McGraw v. Allen (In Re Bell & Beckwith)

41 B.R. 697 | Bankr. N.D. Ohio | 1984

41 B.R. 697 (1984)

In re BELL & BECKWITH, Debtor.
Patrick A. McGRAW, Trustee, Plaintiff,
v.
Carl ALLEN, et al., Defendants.

Bankruptcy No. 84-0097, Related Case 83-0132.

United States Bankruptcy Court, N.D. Ohio, W.D.

August 1, 1984.

Fuller & Henry, Toledo, Ohio, for plaintiff.

William F. Snyder, Cleveland, Ohio, John J. Callahan, Toledo, Ohio, for defendants.

MEMORANDUM OPINION AND ORDER

RICHARD L. SPEER, Bankruptcy Judge.

This cause comes before the Court upon the Defendant's Motion to Dismiss and the Plaintiff's Opposition to that Motion. The Court has reviewed the arguments presented by counsel along with the entire record in this case. Based upon that review and for the following reasons the Court finds that the Motion should be DENIED.

*698 FACTS

The bankruptcy proceeding to which this adversary case relates is the liquidation of a stock brokerage under the provisions of the Securities Investor Protection Act, 15 U.S.C. § 78aaa et seq. The Plaintiff in this action is the Trustee appointed for that liquidation.

The financial demise of the Debtor-brokerage resulted from the fraudulent activities of Edward P. Wolfram, the managing partner of the brokerage. These activities included the diversion of customer funds and a reinvestment of those funds in a number of diversified enterprises. Among these ventures was Wolfram's formation of a partnership with the Defendant. The business of the partnership involved the purchase and operation of a horse ranch and horse training facility in Ocala, Florida. It also included the purchase of several racing horses.

On February 5, 1983, the customers of the brokerage were declared in need of protection by the United States District Court for the Northern District of Ohio, Western Division. Shortly thereafter, Edward Wolfram and his wife, Zula Wolfram, assigned all of their assets to the brokerage which, in turn, assigned its assets to the Trustee. During the course of the Trustee's liquidation efforts, the Trustee sold to the Defendant the estate's interest in the partnership's horses. The contract of sale included a clause which stated that:

"Whereas, Buyers desire to purchase and Seller desires to sell certain interests in those horses more specifically described below, pursuant to the terms of this Agreement which the parties agree shall be subject to the exclusive jurisdiction of the United States Bankruptcy Court for the Northern District of Ohio, Western Division . . . "
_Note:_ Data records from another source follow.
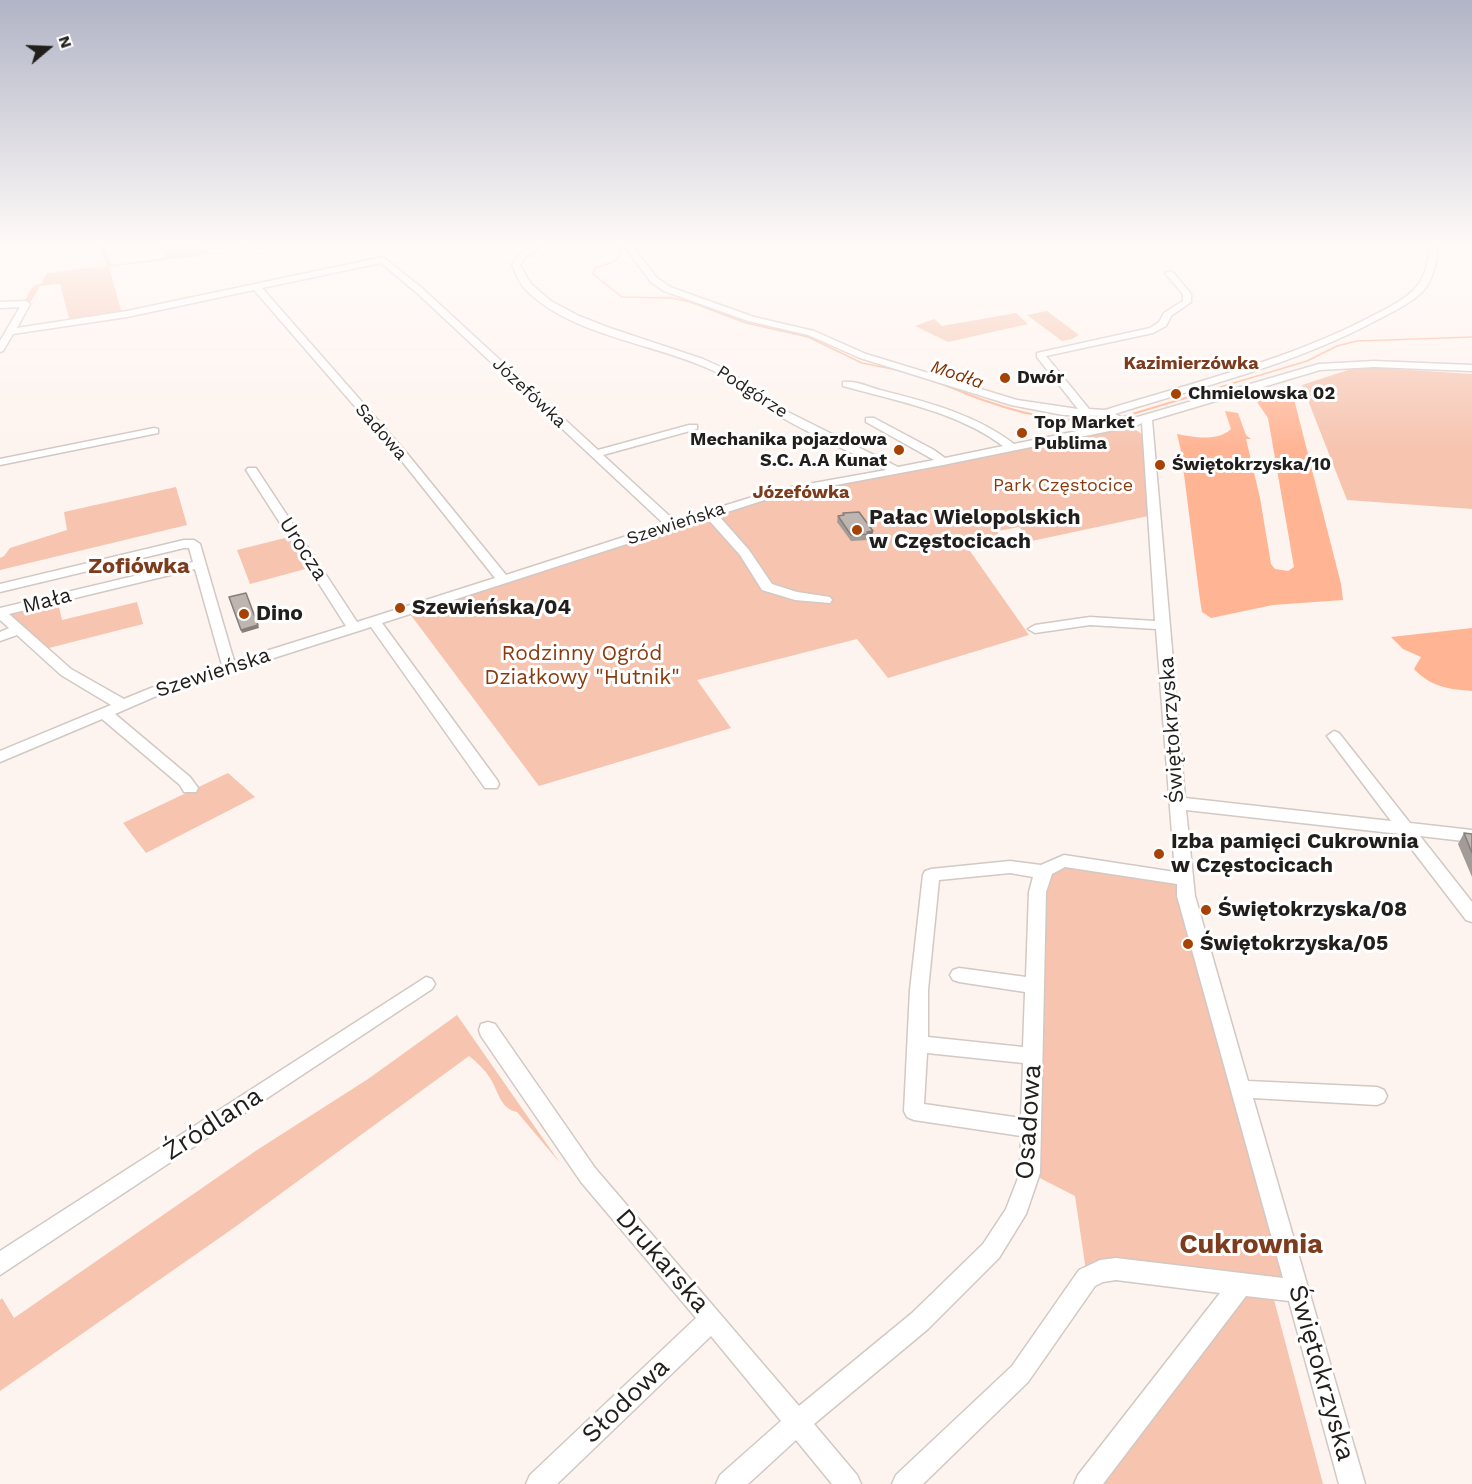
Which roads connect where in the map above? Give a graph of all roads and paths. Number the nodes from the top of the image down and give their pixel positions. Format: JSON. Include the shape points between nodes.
{"nodes":[{"id":1,"x":21,"y":312,"type":"edge"},
{"id":2,"x":135,"y":312,"type":"edge"},
{"id":3,"x":278,"y":312,"type":"edge"},
{"id":4,"x":443,"y":312,"type":"edge"},
{"id":5,"x":567,"y":312,"type":"edge"},
{"id":6,"x":732,"y":312,"type":"edge"},
{"id":7,"x":1171,"y":312,"type":"edge"},
{"id":8,"x":1386,"y":312,"type":"edge"},
{"id":9,"x":10,"y":332,"type":"junction"},
{"id":10,"x":0,"y":349,"type":"edge"},
{"id":11,"x":1472,"y":368,"type":"edge"},
{"id":12,"x":847,"y":384,"type":"dead end"},
{"id":13,"x":1086,"y":413,"type":"junction"},
{"id":14,"x":1117,"y":419,"type":"junction"},
{"id":15,"x":1147,"y":419,"type":"junction"},
{"id":16,"x":870,"y":420,"type":"dead end"},
{"id":17,"x":693,"y":427,"type":"dead end"},
{"id":18,"x":154,"y":432,"type":"dead end"},
{"id":19,"x":1147,"y":437,"type":"junction"},
{"id":20,"x":1013,"y":448,"type":"junction"},
{"id":21,"x":596,"y":454,"type":"junction"},
{"id":22,"x":0,"y":462,"type":"edge"},
{"id":23,"x":943,"y":462,"type":"junction"},
{"id":24,"x":252,"y":470,"type":"dead end"},
{"id":25,"x":897,"y":471,"type":"junction"},
{"id":26,"x":709,"y":513,"type":"junction"},
{"id":27,"x":672,"y":525,"type":"junction"},
{"id":28,"x":200,"y":564,"type":"junction"},
{"id":29,"x":503,"y":580,"type":"junction"},
{"id":30,"x":0,"y":588,"type":"edge"},
{"id":31,"x":825,"y":600,"type":"dead end"},
{"id":32,"x":0,"y":613,"type":"edge"},
{"id":33,"x":374,"y":621,"type":"junction"},
{"id":34,"x":1163,"y":625,"type":"junction"},
{"id":35,"x":354,"y":627,"type":"junction"},
{"id":36,"x":1035,"y":629,"type":"dead end"},
{"id":37,"x":17,"y":630,"type":"junction"},
{"id":38,"x":0,"y":637,"type":"edge"},
{"id":39,"x":229,"y":667,"type":"junction"},
{"id":40,"x":121,"y":704,"type":"junction"},
{"id":41,"x":103,"y":712,"type":"junction"},
{"id":42,"x":1334,"y":736,"type":"dead end"},
{"id":43,"x":0,"y":757,"type":"edge"},
{"id":44,"x":491,"y":784,"type":"dead end"},
{"id":45,"x":190,"y":788,"type":"dead end"},
{"id":46,"x":1177,"y":807,"type":"junction"},
{"id":47,"x":1406,"y":830,"type":"junction"},
{"id":48,"x":1472,"y":836,"type":"edge"},
{"id":49,"x":1042,"y":872,"type":"junction"},
{"id":50,"x":1183,"y":879,"type":"junction"},
{"id":51,"x":1472,"y":915,"type":"edge"},
{"id":52,"x":959,"y":975,"type":"dead end"},
{"id":53,"x":426,"y":984,"type":"dead end"},
{"id":54,"x":1035,"y":986,"type":"junction"},
{"id":55,"x":488,"y":1030,"type":"dead end"},
{"id":56,"x":918,"y":1044,"type":"junction"},
{"id":57,"x":1034,"y":1056,"type":"junction"},
{"id":58,"x":1240,"y":1089,"type":"junction"},
{"id":59,"x":1377,"y":1096,"type":"dead end"},
{"id":60,"x":1032,"y":1129,"type":"junction"},
{"id":61,"x":0,"y":1264,"type":"edge"},
{"id":62,"x":1240,"y":1286,"type":"junction"},
{"id":63,"x":1298,"y":1292,"type":"junction"},
{"id":64,"x":712,"y":1318,"type":"junction"},
{"id":65,"x":798,"y":1422,"type":"junction"},
{"id":66,"x":539,"y":1484,"type":"edge"},
{"id":67,"x":729,"y":1484,"type":"edge"},
{"id":68,"x":848,"y":1484,"type":"edge"},
{"id":69,"x":905,"y":1484,"type":"edge"},
{"id":70,"x":1088,"y":1484,"type":"edge"},
{"id":71,"x":1352,"y":1484,"type":"edge"}],
"edges":[{"from":1,"to":9,"type":"street"},
{"from":2,"to":9,"type":"street"},
{"from":3,"to":29,"type":"street","name":"Sadowa"},
{"from":4,"to":21,"type":"street","name":"Józefówka"},
{"from":5,"to":25,"type":"street","name":"Podgórze","via":[[722,370],[777,410]]},
{"from":6,"to":13,"type":"street","via":[[811,333],[863,356],[1015,403]]},
{"from":7,"to":13,"type":"street","via":[[1153,330],[1040,355]]},
{"from":8,"to":14,"type":"street","via":[[1302,352]]},
{"from":9,"to":10,"type":"street"},
{"from":11,"to":15,"type":"street","via":[[1374,364],[1319,367]]},
{"from":12,"to":20,"type":"street","via":[[960,419],[1000,436]]},
{"from":13,"to":14,"type":"street"},
{"from":14,"to":15,"type":"street"},
{"from":14,"to":19,"type":"street"},
{"from":14,"to":20,"type":"street","name":"Szewieńska"},
{"from":15,"to":19,"type":"street","name":"Świętokrzyska"},
{"from":16,"to":23,"type":"street"},
{"from":17,"to":21,"type":"street"},
{"from":18,"to":22,"type":"street"},
{"from":19,"to":34,"type":"street","name":"Świętokrzyska"},
{"from":20,"to":23,"type":"street","name":"Szewieńska"},
{"from":21,"to":27,"type":"street","name":"Józefówka"},
{"from":23,"to":25,"type":"street","name":"Szewieńska"},
{"from":24,"to":35,"type":"street","name":"Urocza"},
{"from":25,"to":26,"type":"street","name":"Szewieńska","via":[[784,491]]},
{"from":26,"to":27,"type":"street","name":"Szewieńska"},
{"from":26,"to":31,"type":"street","via":[[745,553],[767,587]]},
{"from":27,"to":29,"type":"street","name":"Szewieńska"},
{"from":28,"to":30,"type":"street","via":[[195,546],[184,544]]},
{"from":28,"to":32,"type":"street","name":"Mała"},
{"from":28,"to":39,"type":"street"},
{"from":29,"to":33,"type":"street","name":"Szewieńska"},
{"from":32,"to":37,"type":"street"},
{"from":33,"to":35,"type":"street","name":"Szewieńska"},
{"from":33,"to":44,"type":"street"},
{"from":34,"to":36,"type":"street","via":[[1090,621]]},
{"from":34,"to":46,"type":"street","name":"Świętokrzyska"},
{"from":35,"to":39,"type":"street","name":"Szewieńska"},
{"from":37,"to":38,"type":"street"},
{"from":37,"to":40,"type":"street","via":[[66,672]]},
{"from":39,"to":40,"type":"street","name":"Szewieńska"},
{"from":40,"to":41,"type":"street","name":"Szewieńska"},
{"from":41,"to":43,"type":"street","name":"Szewieńska"},
{"from":41,"to":45,"type":"street"},
{"from":42,"to":47,"type":"street"},
{"from":46,"to":47,"type":"street"},
{"from":46,"to":50,"type":"street","name":"Świętokrzyska"},
{"from":47,"to":48,"type":"street"},
{"from":47,"to":51,"type":"street"},
{"from":49,"to":50,"type":"street","via":[[1064,861]]},
{"from":49,"to":54,"type":"street","name":"Osadowa"},
{"from":49,"to":56,"type":"street","via":[[1010,867],[931,875],[919,990]]},
{"from":50,"to":58,"type":"street","name":"Świętokrzyska"},
{"from":52,"to":54,"type":"street"},
{"from":53,"to":61,"type":"street","name":"Źródlana"},
{"from":54,"to":57,"type":"street","name":"Osadowa"},
{"from":55,"to":64,"type":"street","name":"Drukarska","via":[[588,1176]]},
{"from":56,"to":57,"type":"street"},
{"from":56,"to":60,"type":"street","via":[[914,1111]]},
{"from":57,"to":60,"type":"street","name":"Osadowa"},
{"from":58,"to":59,"type":"street"},
{"from":58,"to":63,"type":"street","name":"Świętokrzyska"},
{"from":60,"to":65,"type":"street","name":"Osadowa","via":[[1030,1173],[1015,1214],[991,1251],[920,1322]]},
{"from":62,"to":63,"type":"street"},
{"from":62,"to":69,"type":"street","via":[[1116,1269],[1087,1278],[1020,1374]]},
{"from":62,"to":70,"type":"street"},
{"from":63,"to":71,"type":"street","name":"Świętokrzyska"},
{"from":64,"to":65,"type":"street","name":"Drukarska"},
{"from":64,"to":66,"type":"street","name":"Słodowa"},
{"from":65,"to":67,"type":"street","name":"Osadowa"},
{"from":65,"to":68,"type":"street","name":"Drukarska"}]}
The sale was finalized without incident and was confirmed by this Court. However, on March 30, 1984, the Trustee filed this Adversary Complaint, wherein he seeks, among other remedies, a return of all monies transferred into the partnership by Wolfram.

LAW

The Motion presently before the Court is entitled a Motion to Dismiss. The Memorandum offered in support of the Motion alludes to an issue upon which this Court could entertain the remedy set forth in the caption of the Motion. That issue is whether or not this Court has personal jurisdiction over the Defendant. However, the primary focus of the Defendant's argument is on the issue of whether or not the venue in which the action is currently located is proper. Inasmuch as it is unclear which of the issues the Defendant would have this Court address, both will be reviewed.

I

The Defendant argues that because of the absence of any connection between himself and the Northern District of Ohio, this Court is without personal jurisdiction to exercise authority over him. Apparently, and without specifically enumerating the grounds therefore, he contends that there is no provision in the Federal Rules of Civil Procedure which confers personal jurisdiction on this Court, in light of the absence of any contacts with this District. He also argues that the previously cited clause of the sales contract is insufficient for allowing personal jurisdiction on causes of action which do not involve the sale. Accordingly, he contends that the only Count of the Complaint which this Court may hear is the one dealing with the sale of the horses.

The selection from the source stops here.